Court of Errors and Appeals
Oct 19, 1931
156 A. 455 (N.J. 1931)


Argued May 21st, 1931.

Decided October 19th, 1931.

1. So long as an executor acts in good faith, and with ordinary discretion, and within the scope of his powers, his acts cannot be successfully assailed.

2. An executor may do anything within the scope of his powers, without risk of personal liability for the consequences of his acts, provided he exercises the care and judgment of a man of ordinary prudence and sagacity. Heisler v. Sharp, 44 N.J. Eq. 167, followed and approved.

3. Evidence examined, and held, that appellant as executor had not been guilty of bad faith, nor of any gross error of judgment or negligence in the performance of its trust.

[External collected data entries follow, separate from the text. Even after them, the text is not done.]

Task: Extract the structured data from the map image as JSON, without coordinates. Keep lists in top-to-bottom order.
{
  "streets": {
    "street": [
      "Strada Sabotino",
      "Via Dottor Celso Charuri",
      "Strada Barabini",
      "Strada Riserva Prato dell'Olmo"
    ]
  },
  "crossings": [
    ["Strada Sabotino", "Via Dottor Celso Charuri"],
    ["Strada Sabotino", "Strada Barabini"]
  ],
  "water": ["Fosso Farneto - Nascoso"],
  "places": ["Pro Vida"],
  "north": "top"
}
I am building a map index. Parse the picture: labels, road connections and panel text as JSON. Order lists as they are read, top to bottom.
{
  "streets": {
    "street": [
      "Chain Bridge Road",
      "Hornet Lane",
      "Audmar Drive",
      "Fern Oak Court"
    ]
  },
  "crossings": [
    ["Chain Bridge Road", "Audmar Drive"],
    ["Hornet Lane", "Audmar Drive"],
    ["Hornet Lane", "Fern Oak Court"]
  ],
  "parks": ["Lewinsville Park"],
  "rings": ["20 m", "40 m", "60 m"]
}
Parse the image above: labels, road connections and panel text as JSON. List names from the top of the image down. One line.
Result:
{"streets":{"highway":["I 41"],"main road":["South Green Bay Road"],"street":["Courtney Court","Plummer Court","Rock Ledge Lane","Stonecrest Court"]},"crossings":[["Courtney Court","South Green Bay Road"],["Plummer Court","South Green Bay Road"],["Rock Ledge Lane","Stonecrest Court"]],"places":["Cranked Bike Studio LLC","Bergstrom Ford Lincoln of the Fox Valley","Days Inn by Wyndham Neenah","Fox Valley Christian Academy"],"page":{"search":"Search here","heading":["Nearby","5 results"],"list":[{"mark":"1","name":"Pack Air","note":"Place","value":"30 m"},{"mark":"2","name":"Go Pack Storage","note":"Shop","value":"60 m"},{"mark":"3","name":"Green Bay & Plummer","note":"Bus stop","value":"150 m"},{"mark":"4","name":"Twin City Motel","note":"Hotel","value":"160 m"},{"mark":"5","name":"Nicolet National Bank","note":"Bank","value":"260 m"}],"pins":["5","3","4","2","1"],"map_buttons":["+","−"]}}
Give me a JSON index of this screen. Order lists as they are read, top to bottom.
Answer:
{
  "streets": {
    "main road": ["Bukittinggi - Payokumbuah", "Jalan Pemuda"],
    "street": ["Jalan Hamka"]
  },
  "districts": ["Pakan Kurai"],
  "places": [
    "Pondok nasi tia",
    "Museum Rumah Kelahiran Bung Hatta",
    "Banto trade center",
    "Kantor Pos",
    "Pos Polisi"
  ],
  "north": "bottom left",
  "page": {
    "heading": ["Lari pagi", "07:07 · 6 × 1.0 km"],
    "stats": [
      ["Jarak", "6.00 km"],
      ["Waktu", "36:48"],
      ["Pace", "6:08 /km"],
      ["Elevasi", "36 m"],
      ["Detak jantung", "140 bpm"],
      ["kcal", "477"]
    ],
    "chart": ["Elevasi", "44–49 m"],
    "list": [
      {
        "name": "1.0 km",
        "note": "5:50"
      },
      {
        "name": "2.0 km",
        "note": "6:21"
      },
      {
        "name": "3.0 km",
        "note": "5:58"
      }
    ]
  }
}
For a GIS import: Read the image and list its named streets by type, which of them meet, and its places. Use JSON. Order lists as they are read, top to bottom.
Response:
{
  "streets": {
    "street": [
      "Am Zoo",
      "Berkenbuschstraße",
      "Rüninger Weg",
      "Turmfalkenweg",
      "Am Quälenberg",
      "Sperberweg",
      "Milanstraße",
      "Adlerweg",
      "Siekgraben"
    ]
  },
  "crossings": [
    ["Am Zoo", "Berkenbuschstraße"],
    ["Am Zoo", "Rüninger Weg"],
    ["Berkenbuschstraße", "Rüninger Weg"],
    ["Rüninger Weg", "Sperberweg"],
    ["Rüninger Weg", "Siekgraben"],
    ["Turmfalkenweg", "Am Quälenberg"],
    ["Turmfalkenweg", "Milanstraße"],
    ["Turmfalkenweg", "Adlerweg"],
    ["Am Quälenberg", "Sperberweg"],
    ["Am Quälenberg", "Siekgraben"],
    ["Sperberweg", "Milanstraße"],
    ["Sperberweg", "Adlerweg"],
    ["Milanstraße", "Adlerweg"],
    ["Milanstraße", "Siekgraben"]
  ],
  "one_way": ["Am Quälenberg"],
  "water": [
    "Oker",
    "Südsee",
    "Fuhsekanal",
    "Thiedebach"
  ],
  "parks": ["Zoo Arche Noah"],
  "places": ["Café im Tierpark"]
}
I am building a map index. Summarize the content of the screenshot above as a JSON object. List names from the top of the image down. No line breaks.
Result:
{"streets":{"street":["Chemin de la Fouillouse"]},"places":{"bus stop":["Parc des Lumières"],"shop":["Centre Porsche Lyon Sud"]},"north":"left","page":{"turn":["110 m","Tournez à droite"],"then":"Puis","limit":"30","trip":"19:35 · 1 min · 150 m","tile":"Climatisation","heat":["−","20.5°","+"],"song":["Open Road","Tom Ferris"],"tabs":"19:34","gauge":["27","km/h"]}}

On appeal from the New Jersey prerogative court.

Mr. Lewis Starr, for the appellant.

Mr. Samuel Morris, for the respondents, exceptants to final account.

The question in controversy is adequately stated in the brief of counsel for appellant, as follows:

"This appeal is for the review of the final decree, in the prerogative court, advised by Vice-Ordinary Ingersoll, sustaining a decree of the Atlantic county orphans court, surcharging the appellant, as executor of the last will and testament of Winfield S. Nice, deceased, for the sum of $30,953, with respect to the final accounting, of the appellant, as executor.

* * * * * * *

"The orphans court sustained exceptions, which had for their object the surcharging of the appellant, arising, as it was claimed by the exceptants, by reason of the manner in which the executor had handled the estate, and particularly with regard to an application made in the United States district court for the eastern district of Pennsylvania, in conjunction with one stockholder, for the appointment of a receiver of the Nice Schreiber Company, in which practically all of the stock was owned by the estate.

"The orphans court held that the executor was grossly negligent and indifferent in the management of the estate, when it participated in the application for the appointment of a receiver, in Pennsylvania, and surcharged it in an amount which represented the administration expenses of the receivership, based upon receiver's fees and receiver's counsel's allowances,c., made by the federal court. On the appeal to the prerogative court, the action of the orphans court was sustained, for the reasons given by the orphans court judge.

"The orphans court further held that, by reason of the conduct of the appellant, it should not be paid further commissions or receive any allowance for counsel fees."

We have examined the case with care, in the light of the very satisfactory arguments made and briefs submitted, and conclude that the decree surcharging the appellant executor was erroneous.

Before proceeding to the facts, it may be well to restate the principles applicable in this class of cases, as laid down by the late Vice-Chancellor and Vice-Ordinary Van Fleet, one of our ablest judges, in Heisler v. Sharp, 44 N.J. Eq. 167. In that case the executor allowed and paid a claim for services as nurse and housekeeper, which the appellants claimed should have been repudiated and allowed to go to suit. The vice-ordinary said (at p. 172): "All that the respondents [the executors] were required to do was simply to do what any man of ordinary prudence and caution would, under the circumstances, have done. So long as the executor acts in good faith, with ordinary discretion and within the scope of his powers, his acts cannot be successfully assailed. No man is infallible, the wisest make mistakes, that no man is responsible for the consequences of his mistakes which are the result of the imperfection of human judgment, and do not proceed from fraud, gross carelessness or indifference to duty."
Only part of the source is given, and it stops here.